Hi Karen, I added adedd the coconut milk in addition to the water. Half water / half coconut milk to the desired consistency.
Hope this helps. 🙂
Hi Karen, I added the coconut milk in addition to the water. Half water / half coconut milk to the desired consistency.
Hope this helps. 🙂
Bookmarked this one!
So glad to hear that!
Holy smokes. So easy, so good!
Yay! So glad to hear that Megan!
Wonderful! I used regular Jif peanut butter because that’s what I had. Since I didn’t have chili garlic oil, I used gochugaru or Korean pepper flakes in the same measurements (2 tsp) and it tasted fantastic.
So glad you loved it Casey!
very, very tasty, the taste is amazing and i love it when the squid is tender!
So glad you loved it Bea!
This was fantastic and so easy! I used my mini food processor to chop the garlic and ginger, added the liquids and pulsed again, then the natural peanut butter, and then 2 T of water. It was fantastic with thai and all sorts of other dishes! This recipe is a keeper and we will be using it often in the future. THANK YOU!!

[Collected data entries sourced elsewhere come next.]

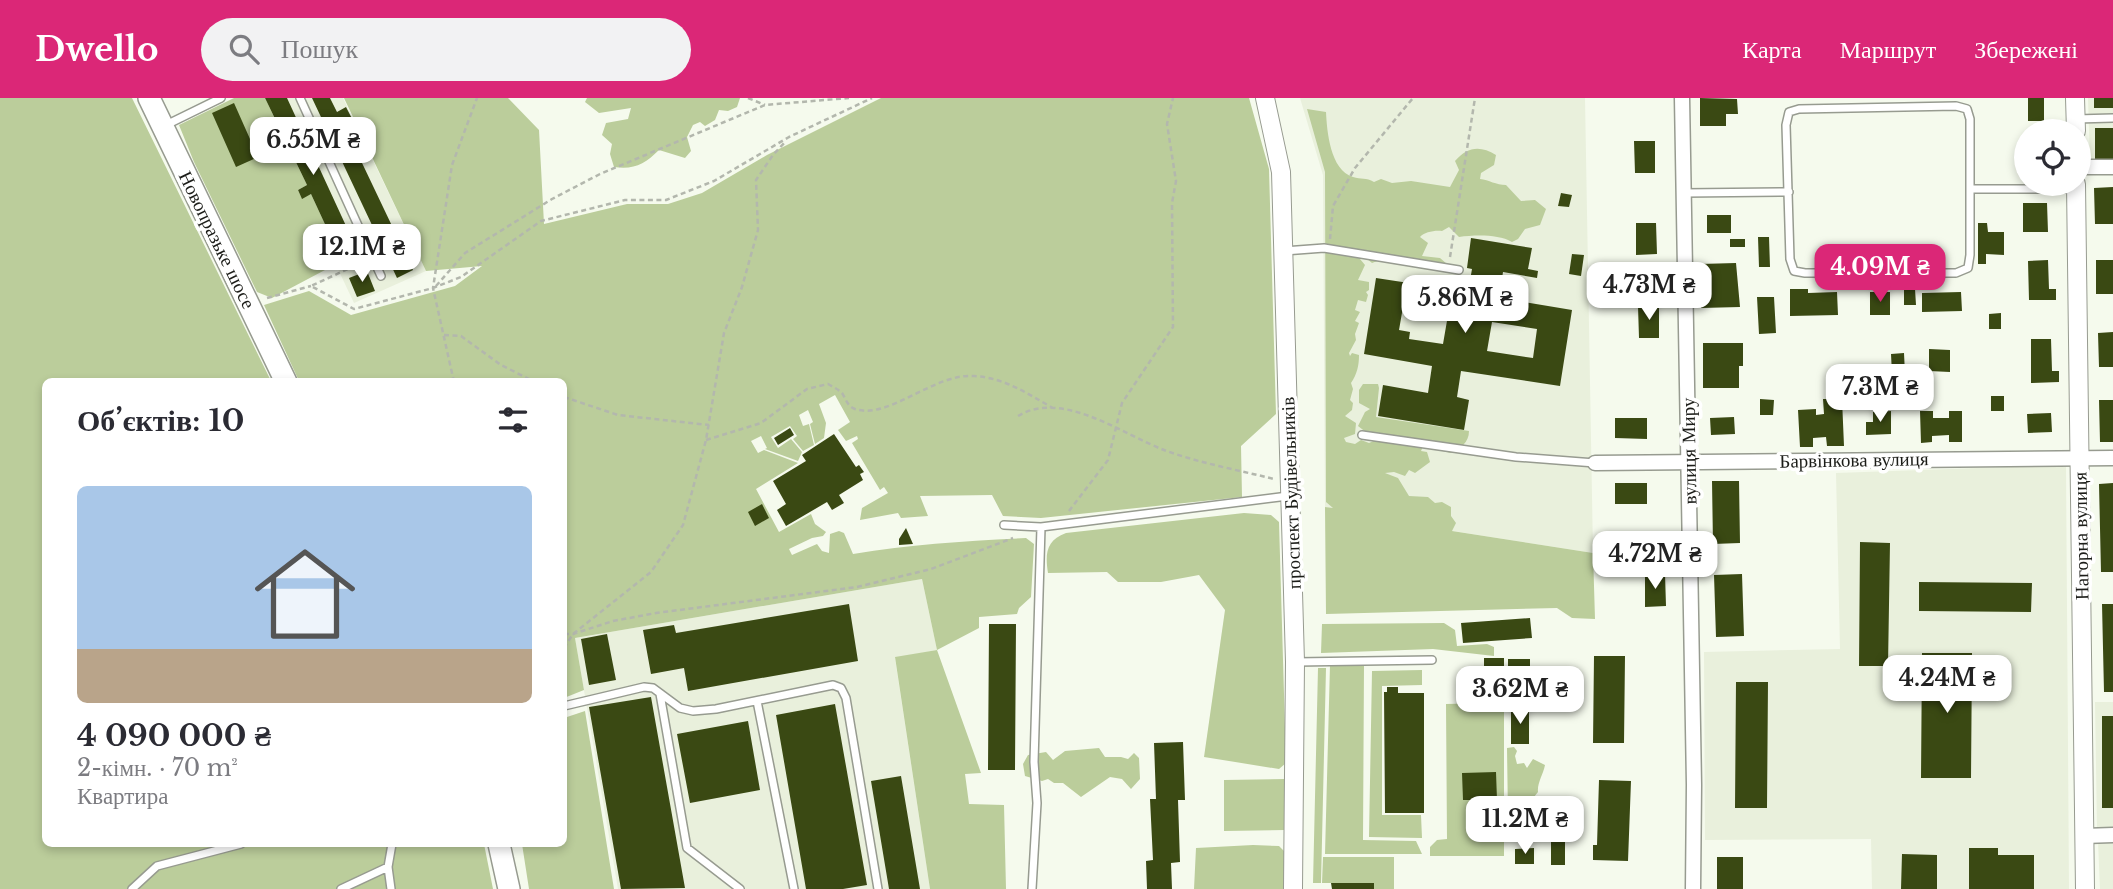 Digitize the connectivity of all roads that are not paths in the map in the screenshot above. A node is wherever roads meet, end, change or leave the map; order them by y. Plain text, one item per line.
1 (149, 98) edge
2 (221, 98) edge
3 (300, 98) edge
4 (1265, 98) edge
5 (1682, 98) edge
6 (2075, 98) edge
7 (2113, 118) edge
8 (2076, 119) edge
9 (2091, 122) edge
10 (162, 127) junction
11 (2091, 167) edge
12 (2113, 167) edge
13 (2014, 188) edge
14 (1970, 189) junction
15 (1788, 192) junction
16 (1684, 193) junction
17 (2076, 196) edge
18 (1284, 251) junction
19 (1459, 270) dead end
20 (381, 276) dead end
21 (284, 378) edge
22 (1362, 435) dead end
23 (2080, 458) junction
24 (2113, 458) edge
25 (1689, 461) junction
26 (1595, 463) joint
27 (1291, 490) junction
28 (1004, 525) dead end
29 (1041, 527) junction
30 (1432, 660) dead end
31 (1295, 662) junction
32 (660, 693) junction
33 (757, 701) junction
34 (567, 705) edge
35 (2113, 835) edge
36 (2084, 836) junction
37 (230, 847) edge
38 (391, 847) edge
39 (500, 847) edge
40 (388, 867) junction
41 (132, 889) edge
42 (341, 889) edge
43 (391, 889) edge
44 (509, 889) edge
45 (740, 889) edge
46 (794, 889) edge
47 (878, 889) edge
48 (1032, 889) edge
49 (1293, 889) edge
50 (1693, 889) edge
51 (2085, 889) edge

1 - 10 main road, Новопразьке шосе
2 - 10 lane
3 - 20 lane
4 - 18 street, проспект Будівельників
5 - 16 street, вулиця Миру
6 - 8 street
7 - 9 lane
10 - 21 main road, Новопразьке шосе
11 - 12 street
13 - 14 lane
14 - 15 lane
14 - 15 lane
15 - 16 lane
16 - 25 street, вулиця Миру
17 - 23 street, Нагорна вулиця
18 - 19 lane
18 - 27 street, проспект Будівельників
22 - 26 lane
23 - 24 street, Барвінкова вулиця
23 - 25 street, Барвінкова вулиця
23 - 36 street, Нагорна вулиця
25 - 26 street, Барвінкова вулиця
25 - 50 street, вулиця Миру
27 - 29 lane
27 - 31 street, проспект Будівельників
28 - 29 lane
29 - 48 lane
30 - 31 lane
31 - 49 street, проспект Будівельників
32 - 33 lane
32 - 34 lane
32 - 45 lane
33 - 46 lane
33 - 47 lane
35 - 36 street
36 - 51 street, Нагорна вулиця
37 - 41 lane
38 - 40 lane
39 - 44 main road
40 - 42 lane
40 - 43 lane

I’m so happy you loved it!
The flavor is amazing however it came out thicker and chunkier than it looks in the picture! I’m not sure why, I added 4 tablespoons of water in total and it’s still really thick. I will be adding more!

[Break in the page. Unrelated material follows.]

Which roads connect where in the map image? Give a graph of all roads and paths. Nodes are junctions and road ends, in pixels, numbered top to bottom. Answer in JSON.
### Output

Hi Ana – I’m guessing different peanut butter brands vary in consistency. You can definitely add more liquid to reach the thickness you want. I’m glad you enjoyed the flavor!
Not hard and absolutely delicious. I made it exactly as written and I wouldn’t change a thing. If you like it really spicy, be generous with the chili garlic sauce. Yum!
So happy you love it Jennifer!
So good. And spot on for what I was looking for. Unfortunately, I didn’t have the low sodium soy sauce, so in my double batch I used 3 tablespoons of regular soy sauce and substituted another tablespoon spoon of water. It worked perfectly. I will definitely be making this one again. Thanks for the recipe.
So glad you loved it Amy!
thanks for the recipe! it’s good, i added some drops of habanero and instead of straight chili sauce, used siracha and a touch of sweet chili glaze. other changes because it seemed excessive, only
1 tblspn-soy sauce
1 tblspn- brown sugar
So glad you liked it!
Delicious! I made this as a dip for potstickers. I did go for 1 TBSP Sambal Olek and even my heat sensitive hubby didn’t bat an eye. I also added a little more lime. WOW. I could drink this sauce. Definitely going to try the wing idea I saw earlier. Thanks for posting such a delicious and versatile recipe.
I am so happy you loved it Andrea!
easy, easy in my little tiny chopper processor and excellent flavour
Yay, so glad you loved it!
Quick and flavorful! My teenage daughters request this sauce on a regular basis. We add a little more fresh ginger and chili sauce to taste and love it! Thank you!
Wonderful, so happy you love it!
I used balsamic vinegar and did not add brown sugar. I love the flavor combination and looking forward to tasting it tomorrow after it sits for a day.
Wow, can’t wait to hear what you think! I’ve never tried it with balsamic vinegar.
So tasty! I reduced the brown sugar, added a little more lime juice and rice vinegar (I like a little more tang) and some cilantro. I make it in a small food processor. I added a bit more water to thin it.
Lovely, so glad you love it!
Thicker than recipe states, added more water, total of 6 Tbs. Also added 2 more tbs of fresh lime juice. Good flavor!
It was good but it wasn’t so creamy and watery how it should be and it was a bit too sweet, other then that it was really good and great on chicken!